WHAT YOU NEED TO DO — Which lines in the material below contain the word "dead"? Copy each of them.

INFORMATION GIVEN —

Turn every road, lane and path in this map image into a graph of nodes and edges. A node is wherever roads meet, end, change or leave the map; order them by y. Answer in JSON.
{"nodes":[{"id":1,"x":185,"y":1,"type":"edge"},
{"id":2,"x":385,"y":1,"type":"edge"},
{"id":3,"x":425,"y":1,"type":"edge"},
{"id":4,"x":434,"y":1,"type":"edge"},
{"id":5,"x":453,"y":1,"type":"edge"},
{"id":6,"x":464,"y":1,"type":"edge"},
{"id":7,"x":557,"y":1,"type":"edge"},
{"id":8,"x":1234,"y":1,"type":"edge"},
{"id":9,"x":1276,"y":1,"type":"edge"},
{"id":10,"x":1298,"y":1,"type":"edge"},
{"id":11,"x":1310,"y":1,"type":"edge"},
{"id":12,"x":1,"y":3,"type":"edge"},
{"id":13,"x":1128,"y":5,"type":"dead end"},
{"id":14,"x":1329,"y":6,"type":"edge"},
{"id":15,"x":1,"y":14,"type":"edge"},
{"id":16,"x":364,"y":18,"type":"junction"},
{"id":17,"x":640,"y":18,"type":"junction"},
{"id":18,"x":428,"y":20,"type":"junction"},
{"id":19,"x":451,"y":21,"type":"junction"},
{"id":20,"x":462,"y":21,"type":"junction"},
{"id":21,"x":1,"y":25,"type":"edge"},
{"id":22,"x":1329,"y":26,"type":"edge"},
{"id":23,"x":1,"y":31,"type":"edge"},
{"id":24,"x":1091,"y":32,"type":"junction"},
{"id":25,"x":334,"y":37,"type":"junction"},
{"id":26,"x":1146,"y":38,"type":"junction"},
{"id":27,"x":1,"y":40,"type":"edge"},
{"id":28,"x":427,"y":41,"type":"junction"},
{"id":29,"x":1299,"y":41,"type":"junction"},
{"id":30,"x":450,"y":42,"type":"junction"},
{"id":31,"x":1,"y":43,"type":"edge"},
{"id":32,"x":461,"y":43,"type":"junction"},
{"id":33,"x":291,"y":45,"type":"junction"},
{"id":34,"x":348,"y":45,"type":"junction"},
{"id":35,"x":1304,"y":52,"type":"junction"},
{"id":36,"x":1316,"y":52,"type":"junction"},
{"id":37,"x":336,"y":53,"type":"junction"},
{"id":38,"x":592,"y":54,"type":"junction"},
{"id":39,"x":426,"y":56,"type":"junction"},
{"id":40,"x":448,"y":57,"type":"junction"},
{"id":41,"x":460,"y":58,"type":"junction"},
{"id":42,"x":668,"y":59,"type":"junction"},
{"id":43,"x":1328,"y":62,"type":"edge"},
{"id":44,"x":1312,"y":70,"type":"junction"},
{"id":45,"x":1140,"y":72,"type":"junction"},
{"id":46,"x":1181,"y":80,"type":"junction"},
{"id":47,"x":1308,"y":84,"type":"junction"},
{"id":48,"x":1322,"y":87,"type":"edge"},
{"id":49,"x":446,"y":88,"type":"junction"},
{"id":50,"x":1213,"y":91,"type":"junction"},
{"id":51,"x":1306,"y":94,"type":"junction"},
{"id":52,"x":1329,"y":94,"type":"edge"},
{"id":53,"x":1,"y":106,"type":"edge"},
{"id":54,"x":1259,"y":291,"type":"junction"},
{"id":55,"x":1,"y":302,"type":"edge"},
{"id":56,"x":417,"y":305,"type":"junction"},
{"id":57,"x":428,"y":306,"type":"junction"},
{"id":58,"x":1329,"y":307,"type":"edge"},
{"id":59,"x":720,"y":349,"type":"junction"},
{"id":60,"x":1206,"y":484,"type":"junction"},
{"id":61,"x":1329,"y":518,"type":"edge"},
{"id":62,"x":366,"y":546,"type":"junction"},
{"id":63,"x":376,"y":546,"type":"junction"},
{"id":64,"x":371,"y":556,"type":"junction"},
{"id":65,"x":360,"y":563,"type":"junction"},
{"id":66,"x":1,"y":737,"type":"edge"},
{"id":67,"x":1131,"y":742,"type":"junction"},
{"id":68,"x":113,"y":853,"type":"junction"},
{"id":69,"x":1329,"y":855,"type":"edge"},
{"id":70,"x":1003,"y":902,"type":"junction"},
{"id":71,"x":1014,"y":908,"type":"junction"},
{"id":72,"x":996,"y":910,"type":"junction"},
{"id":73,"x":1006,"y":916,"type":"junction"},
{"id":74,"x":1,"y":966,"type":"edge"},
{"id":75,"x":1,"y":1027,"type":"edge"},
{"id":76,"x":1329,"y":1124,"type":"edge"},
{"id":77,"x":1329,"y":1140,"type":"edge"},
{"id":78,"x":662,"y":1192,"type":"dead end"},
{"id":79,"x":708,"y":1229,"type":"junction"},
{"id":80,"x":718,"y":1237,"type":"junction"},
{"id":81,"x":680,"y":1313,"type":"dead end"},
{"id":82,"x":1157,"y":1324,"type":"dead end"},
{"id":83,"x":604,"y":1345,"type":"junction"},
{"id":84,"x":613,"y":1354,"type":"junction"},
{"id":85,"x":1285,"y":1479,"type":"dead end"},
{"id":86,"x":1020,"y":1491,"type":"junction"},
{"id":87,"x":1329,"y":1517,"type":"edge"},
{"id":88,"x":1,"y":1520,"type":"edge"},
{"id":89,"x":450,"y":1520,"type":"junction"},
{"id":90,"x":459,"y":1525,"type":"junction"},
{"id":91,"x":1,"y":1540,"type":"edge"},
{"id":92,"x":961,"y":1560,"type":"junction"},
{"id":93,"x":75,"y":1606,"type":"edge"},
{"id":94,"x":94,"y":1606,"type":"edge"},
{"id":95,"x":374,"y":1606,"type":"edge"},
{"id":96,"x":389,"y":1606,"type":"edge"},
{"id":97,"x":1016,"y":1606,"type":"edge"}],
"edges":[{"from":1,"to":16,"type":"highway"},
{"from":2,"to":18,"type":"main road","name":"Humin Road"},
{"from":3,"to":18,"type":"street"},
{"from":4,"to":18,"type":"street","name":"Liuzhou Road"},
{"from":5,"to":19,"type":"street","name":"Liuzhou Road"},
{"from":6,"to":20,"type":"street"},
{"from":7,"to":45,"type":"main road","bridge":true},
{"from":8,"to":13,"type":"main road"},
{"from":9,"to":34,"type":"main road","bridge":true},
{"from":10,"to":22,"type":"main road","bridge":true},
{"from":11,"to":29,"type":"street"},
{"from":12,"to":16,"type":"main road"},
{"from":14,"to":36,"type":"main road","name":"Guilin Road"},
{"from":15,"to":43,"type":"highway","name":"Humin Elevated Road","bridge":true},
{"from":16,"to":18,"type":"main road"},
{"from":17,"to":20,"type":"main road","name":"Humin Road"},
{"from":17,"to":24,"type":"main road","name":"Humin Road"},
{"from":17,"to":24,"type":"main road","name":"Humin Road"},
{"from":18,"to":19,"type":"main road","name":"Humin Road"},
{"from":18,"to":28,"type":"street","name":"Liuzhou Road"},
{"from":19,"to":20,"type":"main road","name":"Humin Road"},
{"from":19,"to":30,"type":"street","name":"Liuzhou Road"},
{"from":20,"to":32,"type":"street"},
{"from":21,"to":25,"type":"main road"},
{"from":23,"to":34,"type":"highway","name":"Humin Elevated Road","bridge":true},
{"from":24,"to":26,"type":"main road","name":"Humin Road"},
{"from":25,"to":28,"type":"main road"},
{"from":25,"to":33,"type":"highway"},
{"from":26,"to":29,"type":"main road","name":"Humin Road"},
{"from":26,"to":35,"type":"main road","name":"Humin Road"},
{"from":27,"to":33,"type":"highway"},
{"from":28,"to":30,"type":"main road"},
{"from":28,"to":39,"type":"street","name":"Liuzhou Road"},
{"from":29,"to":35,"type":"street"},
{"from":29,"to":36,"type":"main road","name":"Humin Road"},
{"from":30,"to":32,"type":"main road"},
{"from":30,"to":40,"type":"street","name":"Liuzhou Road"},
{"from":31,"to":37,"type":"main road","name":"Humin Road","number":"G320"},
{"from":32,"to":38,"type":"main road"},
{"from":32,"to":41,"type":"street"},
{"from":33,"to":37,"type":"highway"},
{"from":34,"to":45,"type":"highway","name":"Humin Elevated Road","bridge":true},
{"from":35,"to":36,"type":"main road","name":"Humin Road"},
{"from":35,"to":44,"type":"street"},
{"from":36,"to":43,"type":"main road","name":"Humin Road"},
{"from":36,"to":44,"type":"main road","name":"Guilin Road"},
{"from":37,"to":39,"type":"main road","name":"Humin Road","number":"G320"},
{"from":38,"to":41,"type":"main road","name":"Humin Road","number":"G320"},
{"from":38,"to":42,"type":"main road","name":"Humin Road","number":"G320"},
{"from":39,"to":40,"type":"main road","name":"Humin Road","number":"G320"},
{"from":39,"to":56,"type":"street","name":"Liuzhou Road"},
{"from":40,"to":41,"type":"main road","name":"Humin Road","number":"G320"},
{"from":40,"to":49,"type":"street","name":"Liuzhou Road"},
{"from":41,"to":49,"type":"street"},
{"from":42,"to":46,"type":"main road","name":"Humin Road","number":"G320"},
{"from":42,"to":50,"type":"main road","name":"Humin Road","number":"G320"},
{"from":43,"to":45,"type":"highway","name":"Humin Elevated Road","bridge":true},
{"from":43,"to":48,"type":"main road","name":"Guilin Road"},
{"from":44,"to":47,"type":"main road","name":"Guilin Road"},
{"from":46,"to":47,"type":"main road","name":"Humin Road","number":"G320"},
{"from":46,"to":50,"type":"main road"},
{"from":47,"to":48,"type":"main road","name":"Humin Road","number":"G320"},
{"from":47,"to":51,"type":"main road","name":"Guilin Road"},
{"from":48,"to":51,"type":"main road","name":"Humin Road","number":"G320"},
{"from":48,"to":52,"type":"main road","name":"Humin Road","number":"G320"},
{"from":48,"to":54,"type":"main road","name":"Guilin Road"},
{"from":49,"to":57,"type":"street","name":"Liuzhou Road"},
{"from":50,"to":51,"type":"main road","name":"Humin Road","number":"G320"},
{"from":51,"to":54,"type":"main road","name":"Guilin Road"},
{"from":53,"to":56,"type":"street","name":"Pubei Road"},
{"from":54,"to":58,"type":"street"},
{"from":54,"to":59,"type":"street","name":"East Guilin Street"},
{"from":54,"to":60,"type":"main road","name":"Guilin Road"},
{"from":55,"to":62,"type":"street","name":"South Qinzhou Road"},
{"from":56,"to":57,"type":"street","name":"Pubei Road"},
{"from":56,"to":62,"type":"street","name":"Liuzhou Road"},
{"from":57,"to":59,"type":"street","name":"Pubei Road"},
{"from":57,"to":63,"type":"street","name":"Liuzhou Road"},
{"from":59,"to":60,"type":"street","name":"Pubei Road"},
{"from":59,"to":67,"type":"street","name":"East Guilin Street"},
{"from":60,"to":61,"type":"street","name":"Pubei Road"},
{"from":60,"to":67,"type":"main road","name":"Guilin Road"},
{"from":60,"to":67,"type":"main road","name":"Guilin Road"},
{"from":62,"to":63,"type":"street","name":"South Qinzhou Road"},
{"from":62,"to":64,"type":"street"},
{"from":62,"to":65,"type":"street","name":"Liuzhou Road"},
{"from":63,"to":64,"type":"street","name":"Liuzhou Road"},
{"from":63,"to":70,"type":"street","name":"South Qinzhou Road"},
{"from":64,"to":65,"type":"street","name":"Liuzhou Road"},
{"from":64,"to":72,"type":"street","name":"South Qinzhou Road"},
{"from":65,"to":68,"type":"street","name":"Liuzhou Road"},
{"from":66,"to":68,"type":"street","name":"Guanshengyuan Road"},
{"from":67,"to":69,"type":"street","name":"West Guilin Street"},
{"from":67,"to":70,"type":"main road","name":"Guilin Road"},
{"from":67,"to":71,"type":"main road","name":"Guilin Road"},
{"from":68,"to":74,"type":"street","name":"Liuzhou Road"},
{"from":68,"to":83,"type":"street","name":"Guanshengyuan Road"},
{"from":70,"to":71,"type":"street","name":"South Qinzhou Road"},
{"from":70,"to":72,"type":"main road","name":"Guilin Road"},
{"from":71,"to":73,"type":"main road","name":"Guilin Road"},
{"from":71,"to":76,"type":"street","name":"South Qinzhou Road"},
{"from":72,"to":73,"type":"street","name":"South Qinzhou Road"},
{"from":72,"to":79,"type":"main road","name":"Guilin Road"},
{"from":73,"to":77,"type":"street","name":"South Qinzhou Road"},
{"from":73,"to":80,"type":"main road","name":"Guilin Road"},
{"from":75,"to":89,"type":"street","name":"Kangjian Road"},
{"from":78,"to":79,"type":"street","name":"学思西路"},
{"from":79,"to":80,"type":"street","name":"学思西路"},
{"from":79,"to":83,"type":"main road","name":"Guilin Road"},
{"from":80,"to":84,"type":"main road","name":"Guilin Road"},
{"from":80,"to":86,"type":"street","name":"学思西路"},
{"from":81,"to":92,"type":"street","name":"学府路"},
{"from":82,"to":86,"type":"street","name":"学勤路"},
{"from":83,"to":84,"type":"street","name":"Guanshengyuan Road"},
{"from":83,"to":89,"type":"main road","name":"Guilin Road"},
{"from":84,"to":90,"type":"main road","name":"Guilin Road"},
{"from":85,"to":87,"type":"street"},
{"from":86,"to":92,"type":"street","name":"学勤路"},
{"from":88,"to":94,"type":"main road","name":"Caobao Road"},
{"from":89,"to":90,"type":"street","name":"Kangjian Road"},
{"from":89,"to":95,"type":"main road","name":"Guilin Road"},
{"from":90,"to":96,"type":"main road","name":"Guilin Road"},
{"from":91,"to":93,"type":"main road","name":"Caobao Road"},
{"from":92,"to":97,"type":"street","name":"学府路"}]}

SOLUTION TO THE PROBLEM —
{"id":13,"x":1128,"y":5,"type":"dead end"},
{"id":78,"x":662,"y":1192,"type":"dead end"},
{"id":81,"x":680,"y":1313,"type":"dead end"},
{"id":82,"x":1157,"y":1324,"type":"dead end"},
{"id":85,"x":1285,"y":1479,"type":"dead end"},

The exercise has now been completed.